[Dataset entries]
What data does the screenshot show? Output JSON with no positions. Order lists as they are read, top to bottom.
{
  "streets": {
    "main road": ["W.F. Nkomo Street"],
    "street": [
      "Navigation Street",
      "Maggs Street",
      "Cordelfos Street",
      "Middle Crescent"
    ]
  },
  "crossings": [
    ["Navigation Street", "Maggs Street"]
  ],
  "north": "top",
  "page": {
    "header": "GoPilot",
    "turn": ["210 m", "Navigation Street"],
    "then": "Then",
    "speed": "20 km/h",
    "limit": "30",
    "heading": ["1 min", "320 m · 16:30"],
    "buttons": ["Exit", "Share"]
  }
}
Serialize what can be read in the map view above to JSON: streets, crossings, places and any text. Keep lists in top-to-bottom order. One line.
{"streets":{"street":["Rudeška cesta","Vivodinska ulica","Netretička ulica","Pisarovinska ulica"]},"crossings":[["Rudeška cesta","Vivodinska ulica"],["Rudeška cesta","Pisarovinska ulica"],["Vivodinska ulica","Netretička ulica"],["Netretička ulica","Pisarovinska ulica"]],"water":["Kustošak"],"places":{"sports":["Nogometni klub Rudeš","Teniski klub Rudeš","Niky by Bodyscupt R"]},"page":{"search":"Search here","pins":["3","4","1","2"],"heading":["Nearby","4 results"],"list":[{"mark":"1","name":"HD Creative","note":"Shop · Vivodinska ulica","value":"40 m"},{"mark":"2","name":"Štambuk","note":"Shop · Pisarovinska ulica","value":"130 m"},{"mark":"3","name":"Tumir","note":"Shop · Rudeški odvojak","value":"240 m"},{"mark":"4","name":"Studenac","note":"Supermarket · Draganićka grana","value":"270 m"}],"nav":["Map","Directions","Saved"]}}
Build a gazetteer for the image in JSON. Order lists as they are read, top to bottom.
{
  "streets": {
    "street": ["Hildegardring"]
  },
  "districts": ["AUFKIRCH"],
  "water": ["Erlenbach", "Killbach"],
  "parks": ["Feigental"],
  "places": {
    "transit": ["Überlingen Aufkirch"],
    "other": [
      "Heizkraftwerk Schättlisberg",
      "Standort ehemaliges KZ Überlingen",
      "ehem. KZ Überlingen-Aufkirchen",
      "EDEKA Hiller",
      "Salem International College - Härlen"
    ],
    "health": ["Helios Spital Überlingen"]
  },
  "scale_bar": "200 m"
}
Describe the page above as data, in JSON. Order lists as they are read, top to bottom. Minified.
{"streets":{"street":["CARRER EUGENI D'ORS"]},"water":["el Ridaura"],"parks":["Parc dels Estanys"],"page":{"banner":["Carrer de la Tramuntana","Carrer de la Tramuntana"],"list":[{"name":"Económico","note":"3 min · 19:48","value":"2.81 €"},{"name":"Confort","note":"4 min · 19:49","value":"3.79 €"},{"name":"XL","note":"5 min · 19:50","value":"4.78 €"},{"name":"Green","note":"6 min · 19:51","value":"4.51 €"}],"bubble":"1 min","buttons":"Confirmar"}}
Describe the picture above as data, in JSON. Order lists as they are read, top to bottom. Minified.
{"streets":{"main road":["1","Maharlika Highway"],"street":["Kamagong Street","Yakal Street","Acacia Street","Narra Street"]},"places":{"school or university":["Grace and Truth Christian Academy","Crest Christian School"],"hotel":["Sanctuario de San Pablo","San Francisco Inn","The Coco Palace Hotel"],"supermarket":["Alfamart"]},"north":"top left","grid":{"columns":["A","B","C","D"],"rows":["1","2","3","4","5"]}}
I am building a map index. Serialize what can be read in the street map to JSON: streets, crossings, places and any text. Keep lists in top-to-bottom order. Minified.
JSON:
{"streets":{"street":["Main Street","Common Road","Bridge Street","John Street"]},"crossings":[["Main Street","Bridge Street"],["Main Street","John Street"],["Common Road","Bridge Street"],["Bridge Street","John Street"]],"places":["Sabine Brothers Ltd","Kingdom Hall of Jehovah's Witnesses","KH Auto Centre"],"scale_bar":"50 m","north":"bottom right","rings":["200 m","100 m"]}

_Action item_.
Could you type out every entry again exactly as it stands?

_Result of this task_.
What data does the screenshot show? Output JSON with no positions. Order lists as they are read, top to bottom.
{
  "streets": {
    "main road": ["W.F. Nkomo Street"],
    "street": [
      "Navigation Street",
      "Maggs Street",
      "Cordelfos Street",
      "Middle Crescent"
    ]
  },
  "crossings": [
    ["Navigation Street", "Maggs Street"]
  ],
  "north": "top",
  "page": {
    "header": "GoPilot",
    "turn": ["210 m", "Navigation Street"],
    "then": "Then",
    "speed": "20 km/h",
    "limit": "30",
    "heading": ["1 min", "320 m · 16:30"],
    "buttons": ["Exit", "Share"]
  }
}
Serialize what can be read in the map view above to JSON: streets, crossings, places and any text. Keep lists in top-to-bottom order. One line.
{"streets":{"street":["Rudeška cesta","Vivodinska ulica","Netretička ulica","Pisarovinska ulica"]},"crossings":[["Rudeška cesta","Vivodinska ulica"],["Rudeška cesta","Pisarovinska ulica"],["Vivodinska ulica","Netretička ulica"],["Netretička ulica","Pisarovinska ulica"]],"water":["Kustošak"],"places":{"sports":["Nogometni klub Rudeš","Teniski klub Rudeš","Niky by Bodyscupt R"]},"page":{"search":"Search here","pins":["3","4","1","2"],"heading":["Nearby","4 results"],"list":[{"mark":"1","name":"HD Creative","note":"Shop · Vivodinska ulica","value":"40 m"},{"mark":"2","name":"Štambuk","note":"Shop · Pisarovinska ulica","value":"130 m"},{"mark":"3","name":"Tumir","note":"Shop · Rudeški odvojak","value":"240 m"},{"mark":"4","name":"Studenac","note":"Supermarket · Draganićka grana","value":"270 m"}],"nav":["Map","Directions","Saved"]}}
Build a gazetteer for the image in JSON. Order lists as they are read, top to bottom.
{
  "streets": {
    "street": ["Hildegardring"]
  },
  "districts": ["AUFKIRCH"],
  "water": ["Erlenbach", "Killbach"],
  "parks": ["Feigental"],
  "places": {
    "transit": ["Überlingen Aufkirch"],
    "other": [
      "Heizkraftwerk Schättlisberg",
      "Standort ehemaliges KZ Überlingen",
      "ehem. KZ Überlingen-Aufkirchen",
      "EDEKA Hiller",
      "Salem International College - Härlen"
    ],
    "health": ["Helios Spital Überlingen"]
  },
  "scale_bar": "200 m"
}
Describe the page above as data, in JSON. Order lists as they are read, top to bottom. Minified.
{"streets":{"street":["CARRER EUGENI D'ORS"]},"water":["el Ridaura"],"parks":["Parc dels Estanys"],"page":{"banner":["Carrer de la Tramuntana","Carrer de la Tramuntana"],"list":[{"name":"Económico","note":"3 min · 19:48","value":"2.81 €"},{"name":"Confort","note":"4 min · 19:49","value":"3.79 €"},{"name":"XL","note":"5 min · 19:50","value":"4.78 €"},{"name":"Green","note":"6 min · 19:51","value":"4.51 €"}],"bubble":"1 min","buttons":"Confirmar"}}
Describe the picture above as data, in JSON. Order lists as they are read, top to bottom. Minified.
{"streets":{"main road":["1","Maharlika Highway"],"street":["Kamagong Street","Yakal Street","Acacia Street","Narra Street"]},"places":{"school or university":["Grace and Truth Christian Academy","Crest Christian School"],"hotel":["Sanctuario de San Pablo","San Francisco Inn","The Coco Palace Hotel"],"supermarket":["Alfamart"]},"north":"top left","grid":{"columns":["A","B","C","D"],"rows":["1","2","3","4","5"]}}
I am building a map index. Serialize what can be read in the street map to JSON: streets, crossings, places and any text. Keep lists in top-to-bottom order. Minified.
JSON:
{"streets":{"street":["Main Street","Common Road","Bridge Street","John Street"]},"crossings":[["Main Street","Bridge Street"],["Main Street","John Street"],["Common Road","Bridge Street"],["Bridge Street","John Street"]],"places":["Sabine Brothers Ltd","Kingdom Hall of Jehovah's Witnesses","KH Auto Centre"],"scale_bar":"50 m","north":"bottom right","rings":["200 m","100 m"]}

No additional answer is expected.